La nouvelle épreuve d'Histoire Géographie, un exercice " déformateur "

Tant ce sujet que le type d'exercice demandé méritent un commentaire. Le sujet : Comment est organisé l'espace économique mondial ?, était à traiter à partir de cinq documents, dont un texte qui présente, entre autre, la prospérité des multinationales originaires des nouveaux pays industrialisés. Quel correcteur n'a pas relevé dans ses copies les " bienfaits " des multinationales et des délocalisations pour l'économie des pays du tiers monde ? Ce sujet, par l'absence de documents critiques sur les conséquences de la libéralisation des échanges, ne tendrait-il pas à entériner l'idée d'une mondialisation perçue comme un phénomène naturel, inéluctable et bénéfique ? Devons-nous transmettre à nos élèves un bréviaire de la pensée unique, afin qu'ils soient mieux préparés à leur examen ?
Quant au type d'exercice, il est à nos yeux non seulement peu formateur pour l'esprit, mais surtout certainement " déformateur " en ce qu'il bannit toute tentative d'approfondissement. L'étude de documents est une nouvelle épreuve issue de la réforme du Bac d'Histoire Géographie appliquée en juin 1999. Des professeurs s'étaient déjà insurgés l'an dernier contre cette nouvelle épreuve . Il ne s'agit plus de rédiger un commentaire approfondi et organisé des documents en s'appuyant sur ses connaissances. Trois questions organisent la démarche de cette étude :

-1. Présenter les documents.

-2. En fonction du sujet, sélectionner, classer et confronter les informations tirées de l'ensemble des documents et les regrouper par thèmes. Il est en général conseillé d'organiser ces thèmes et ces informations sous la forme d'un tableau à double entrée, ce qui réduit le travail de rédaction argumentée à un strict minimum. Le B.O. n'exige pas de commenter ces informations, d'en tirer des conclusions, de les mettre en perspective en fonction des connaissances acquises sur le sujet. Les candidats se contentent donc tout naturellement de relever des extraits de phrases, des chiffres, sans explication. Ils ne sont pas amenés à critiquer le contenu des documents. Il s'agit en fait d'une amorce de plan non rédigé et nourri de paraphrase, d'un brouillon de commentaire que nous devons évaluer.

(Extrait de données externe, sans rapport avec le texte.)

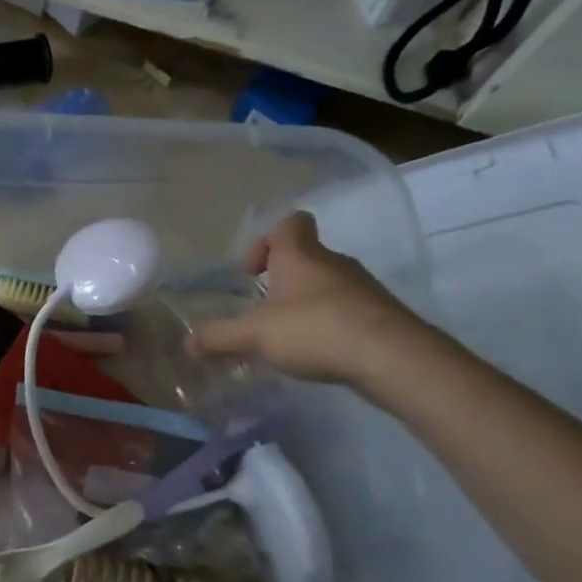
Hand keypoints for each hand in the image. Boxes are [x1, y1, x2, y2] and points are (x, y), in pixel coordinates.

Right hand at [188, 213, 432, 387]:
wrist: (394, 358)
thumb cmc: (316, 330)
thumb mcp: (255, 335)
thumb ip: (219, 337)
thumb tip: (187, 342)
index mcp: (300, 255)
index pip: (288, 223)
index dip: (266, 240)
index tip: (251, 272)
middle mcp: (333, 263)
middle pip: (306, 256)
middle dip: (282, 279)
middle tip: (263, 310)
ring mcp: (363, 288)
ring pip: (328, 285)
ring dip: (307, 304)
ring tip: (289, 337)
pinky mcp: (382, 316)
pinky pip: (348, 311)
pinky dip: (331, 325)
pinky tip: (320, 354)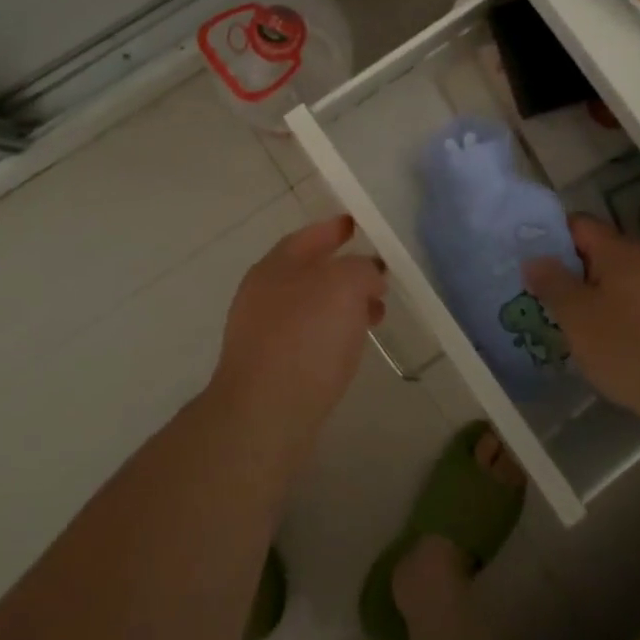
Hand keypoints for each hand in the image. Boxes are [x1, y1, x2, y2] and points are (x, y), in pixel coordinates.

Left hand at [209, 215, 385, 465]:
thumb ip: (362, 270)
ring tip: (376, 317)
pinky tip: (351, 348)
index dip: (333, 229)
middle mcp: (263, 294)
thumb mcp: (345, 286)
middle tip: (378, 279)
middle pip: (309, 272)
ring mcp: (262, 333)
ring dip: (343, 306)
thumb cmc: (306, 337)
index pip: (308, 237)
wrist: (264, 414)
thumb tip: (368, 275)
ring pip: (311, 307)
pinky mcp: (269, 369)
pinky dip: (332, 334)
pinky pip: (308, 338)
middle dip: (345, 272)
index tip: (356, 225)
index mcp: (275, 266)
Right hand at [523, 215, 639, 425]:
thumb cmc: (626, 346)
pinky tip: (594, 337)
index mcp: (617, 251)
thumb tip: (534, 259)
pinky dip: (607, 312)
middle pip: (595, 251)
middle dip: (565, 267)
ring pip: (611, 279)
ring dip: (585, 292)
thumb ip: (552, 282)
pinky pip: (627, 302)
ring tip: (559, 315)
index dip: (550, 234)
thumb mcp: (576, 315)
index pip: (578, 224)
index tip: (526, 255)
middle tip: (536, 288)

-3. Rédiger de façon synthétique (environ 300 mots) une réponse argumentée à la problématique définie par le sujet en faisant appel, y compris de manière critique, à l'ensemble des informations tirées des documents. Enfin le correcteur peut lire un travail construit, rédigé, argumenté, une analyse critique des documents ! Que voilà des exigences ambitieuses ! A y regarder de près, pourtant, ce travail ne réclame (et n'entraîne) que des copies indigentes quoique conformes aux exigences de l'épreuve. Le B.O. ne demande ni introduction, indispensable à la présentation du contexte et des enjeux du sujet, ni conclusion, ni surtout connaissances extérieures aux documents. De plus, que peut-on analyser ou démontrer en 300 mots (à peine une page) ? Pour avoir préparé nos élèves à ce type d'exercice au cours de l'année, nous savons que l'analyse critique n'est possible que si l'on dépasse largement les 300 mots convenus. Mais les critères de l'Inspection Générale nous éclairent sur l'objectif de l'épreuve : nous sommes appelés à pénaliser " les dérives excessives (moins d'une dizaine de lignes ou plus de deux pages) " ; les candidats sérieux qui auraient tenté un réel travail de réflexion critique et approfondie se voient donc pénalisés... Paraphrase et superficialité sont en fait les maîtres mots de la réforme des programmes et des épreuves, en Histoire-Géographie comme par ailleurs en Français ou encore en Langues et en Mathématiques.

Comment déconsidérer définitivement le Bac, les connaissances et la réflexion ?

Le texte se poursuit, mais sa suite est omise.